At the same Olympics she also swam with Canada's 4 × 100 m freestyle relay team which finished fifth with a time of 3:49.50 with Jane Kerr, Carol Klimpel, Cheryl McArton, and Maureen New. Rai placed twelfth in the 100 metre freestyle event at the 1984 games with a time of 57.56.

===University of Victoria===
From 1984 to 1986 Rai swam for the University of Victoria, swimming only two full seasons, yet dominating Canadian university women's swimming. She graduated the University of Victoria with a degree in sociology in 1990, later pursuing studies in education at the University of British Columbia in Vancouver from 1994 to 1995. During her collegiate swimming career, she trained primarily with UVic Head Swimming Coach Dr. Peter Vizsolyi who began swim coaching at UVic in 1983 and would coach 10 Canadian Olympic swimmers during his long coaching tenure.
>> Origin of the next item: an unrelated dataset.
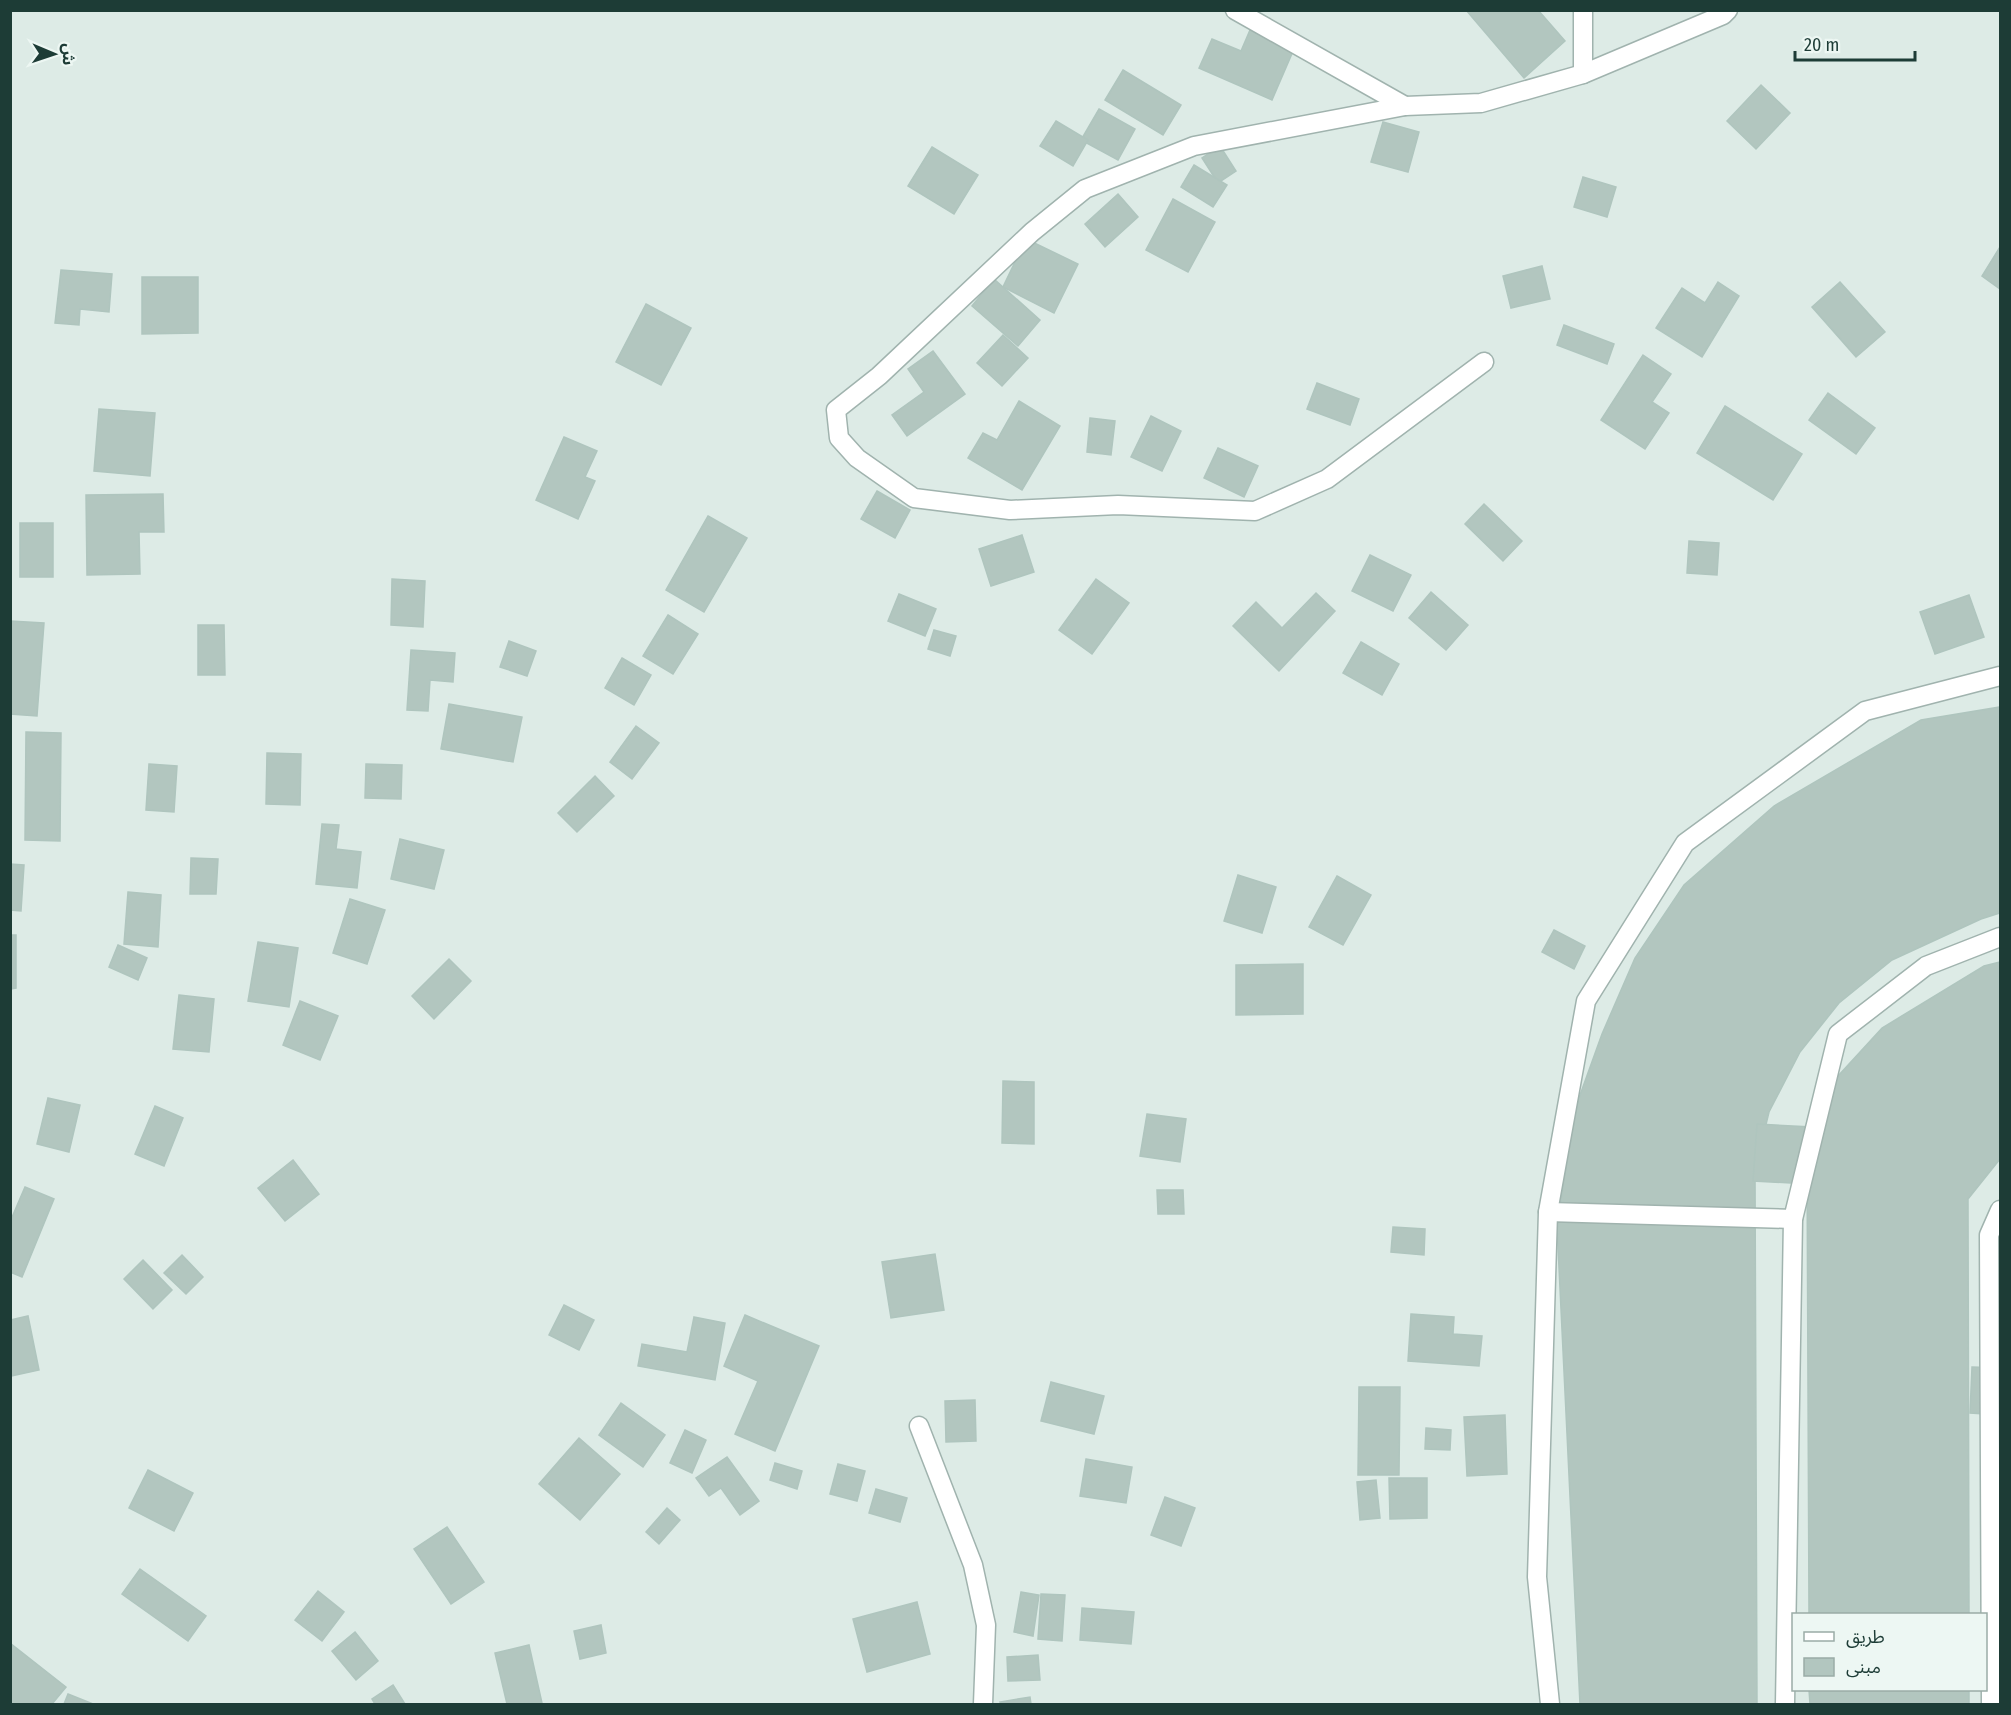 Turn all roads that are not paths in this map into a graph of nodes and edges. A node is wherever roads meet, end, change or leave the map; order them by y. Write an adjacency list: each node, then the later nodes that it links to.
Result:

Shannon's on campus training facility was the McKinnon Pool at the Archie McKinnon Building, built in 1975, on the U. Victoria campus, which consisted of a six lane pool and a diving well. She also trained with her former Coach Ron Jacks with the Vic-O team While swimming for the university, she set five Canadian Interscholastic Athletic Union (CIAU) records in two years and was subsequently recognized as the 1985 Canadian University Swimmer of the Year. Her Canadian records set during the 1985 CIAU Championships included a time of 4:17.32 in the 400m freestyle, and 57.34 in the 100m freestyle.

At the 1986 Canada West Championships, she placed first in the 400-metre freestyle with a time of 4:22.71, eclipsing her previous record of 4:30.52. She placed first in the 800-metre freestyle with a time of 9:01.74, eclipsing her previous record of 9:09.61, and also won the 100-metre butterfly.
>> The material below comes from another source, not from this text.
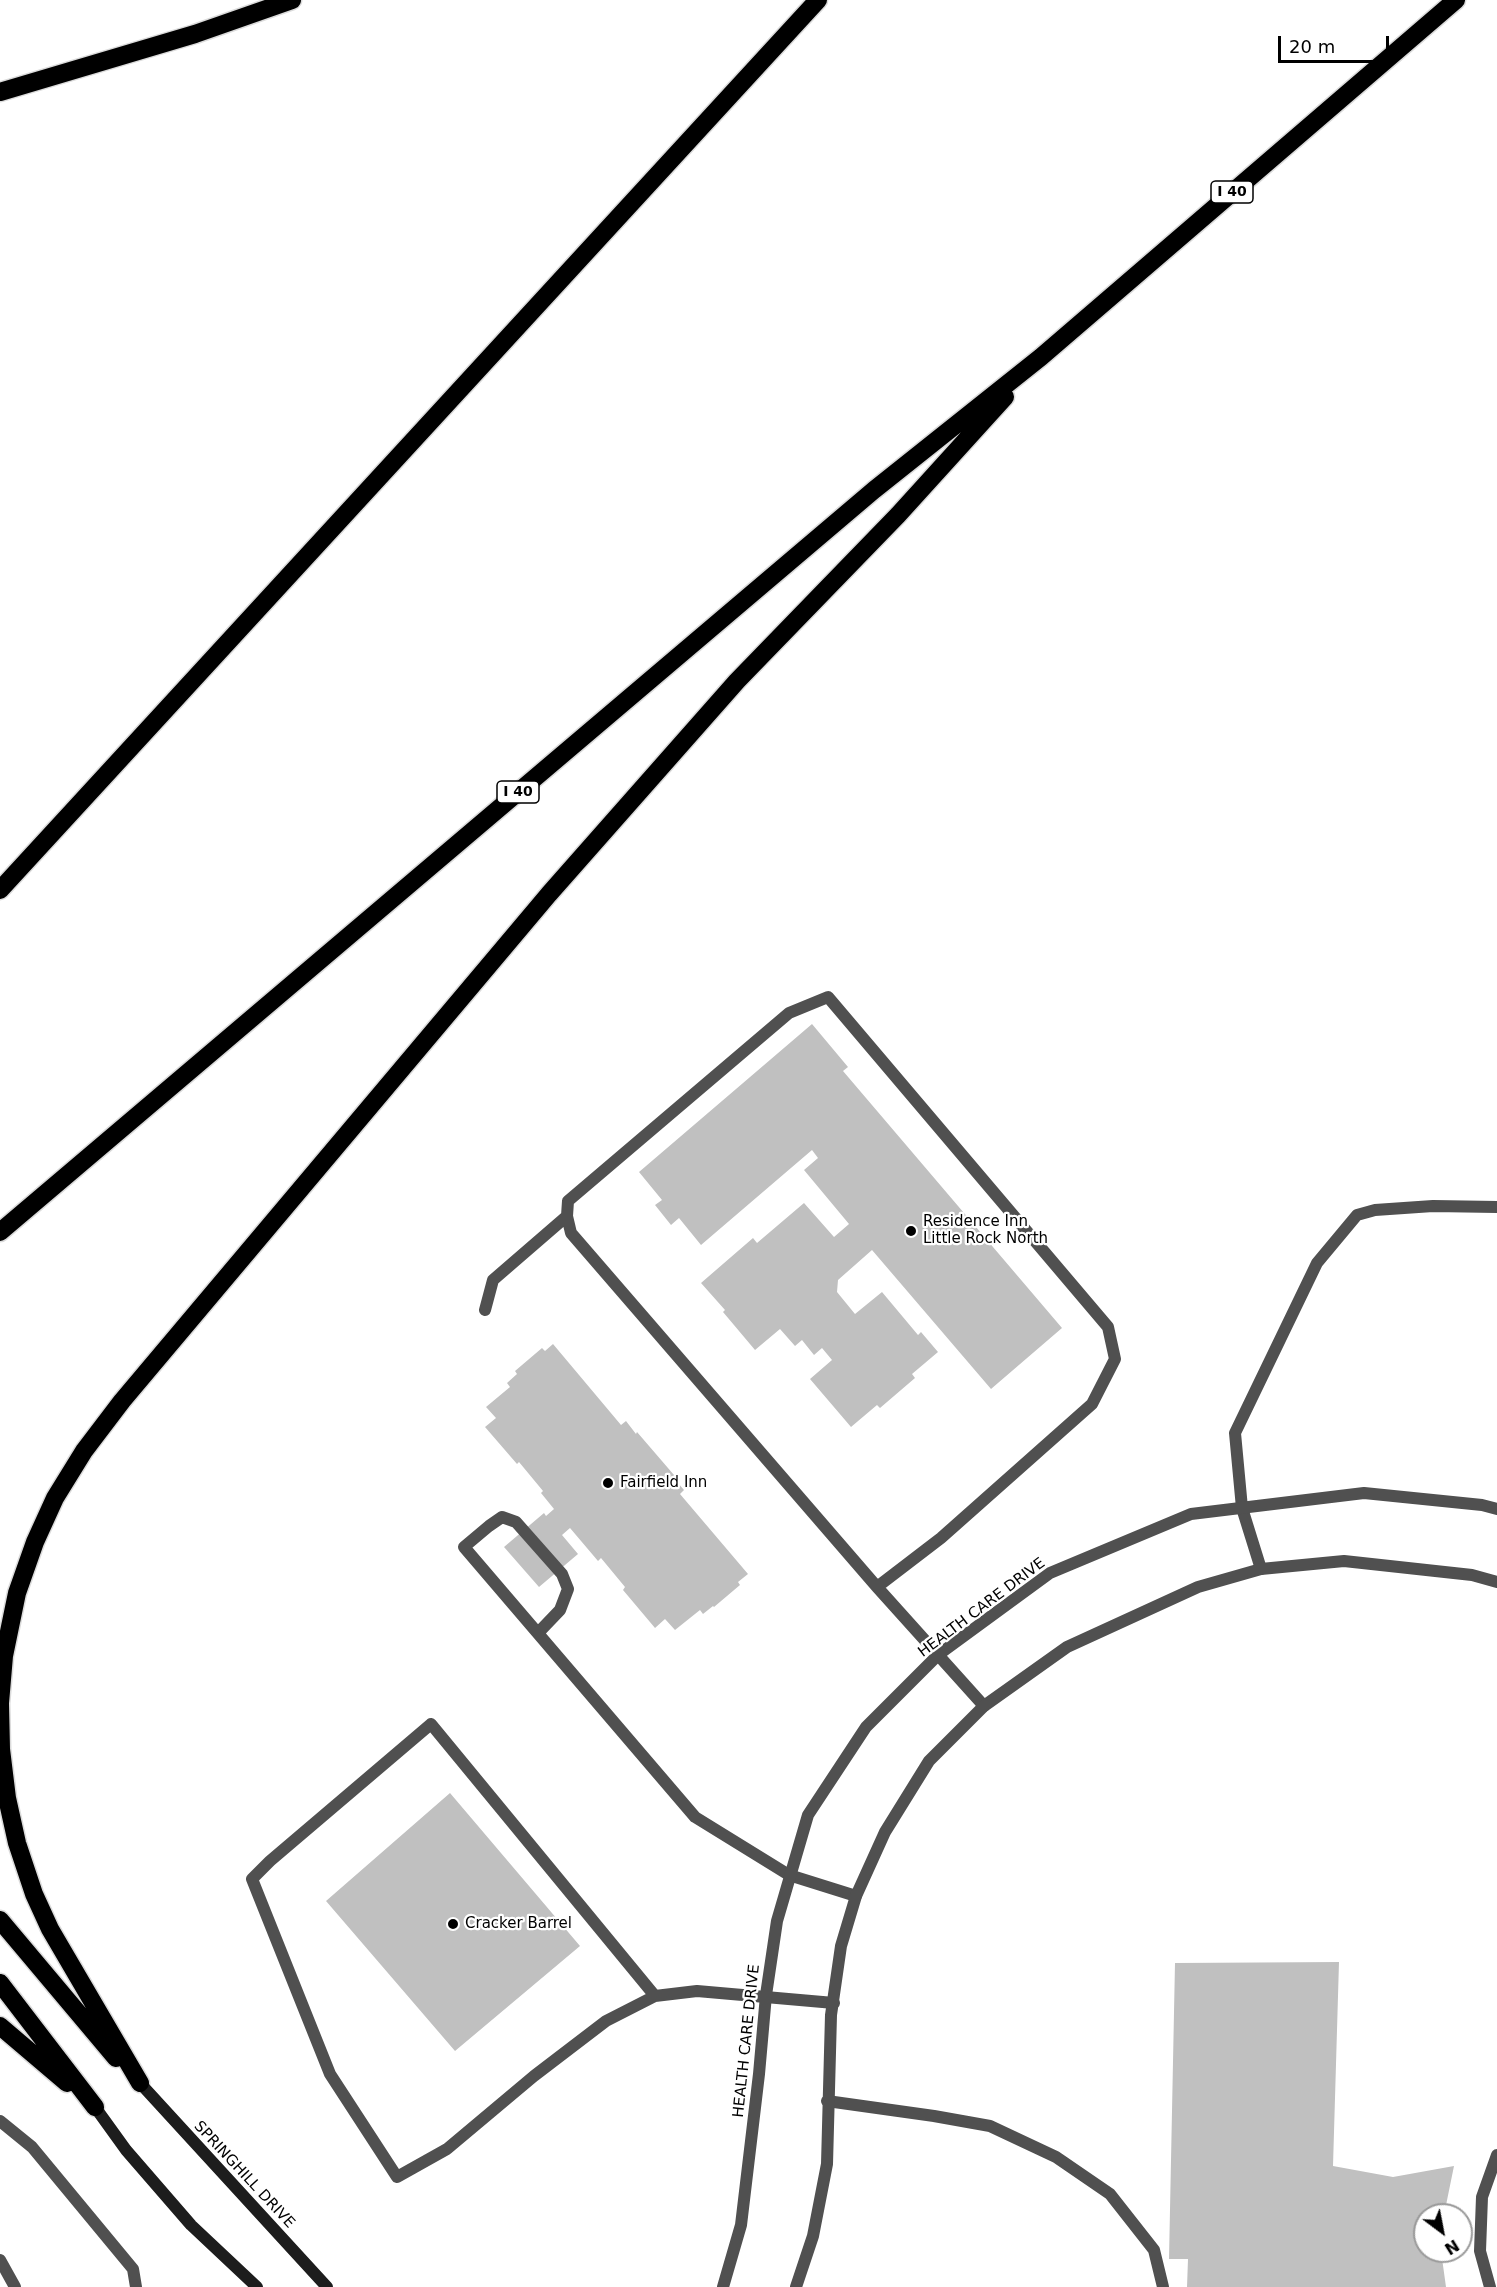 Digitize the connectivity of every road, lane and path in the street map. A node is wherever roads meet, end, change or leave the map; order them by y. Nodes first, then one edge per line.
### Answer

Before her 1986 retirement from competitive swimming, Pamela competed on Canada's 4 × 100 m freestyle relay team, capturing a gold medal at Edinburgh Scotland's Commonwealth Games. She and her teammates established a new Canadian and Commonwealth record of 3:48.45 for the event.

===Coach and teaching careers===
From 1985 through 2005, Rai intermittently coached swimming to youth at clubs in Delta, North Vancouver, Courtenay, and Manama, Bahrain.

After a career of over 25 years, Rai retired as a high school English, Math, Special Education, and social justice teacher primarily with Nanaimo District Secondary School (NDSS) in Nanaimo, Vancouver Island. Outside her professional life, Pamela continues to enjoy swimming and is a certified yoga instructor trained in India of the Sivananda lineage. Rai opened Dharti Mata Centre in Nanaimo, British Columbia while serving as a teacher in Nanaimo. She served as a member of the BC Games Society board of directors for 6 years.

In 2021, Pamela continued her social activism representing the need to preserve old forests as a member of the Rainforest Flying Squad, a volunteer organization dedicated to protecting the little remaining old growth forests on Vancouver Island.

===Honors===
Rai was a University of Victoria Athlete of the Year in both 1985 and 1986, and a City of Victoria Athlete of the Year in 1985. She has been inducted into the British Columbia Sports Hall of Fame, and the 2005 University of Victoria Vikings Hall of Fame, as the first female athlete inducted. She has also been made a member of the Delta Sports Hall of Fame, and the British Columbia Swimming Hall of Fame. She is the first woman of Indian ancestry in the world to win an Olympic medal. She became a member of the Delta Sports Hall of fame in Canada West Hall of Fame in 2019. She has been honoured in the Indo-Canadian community at various events.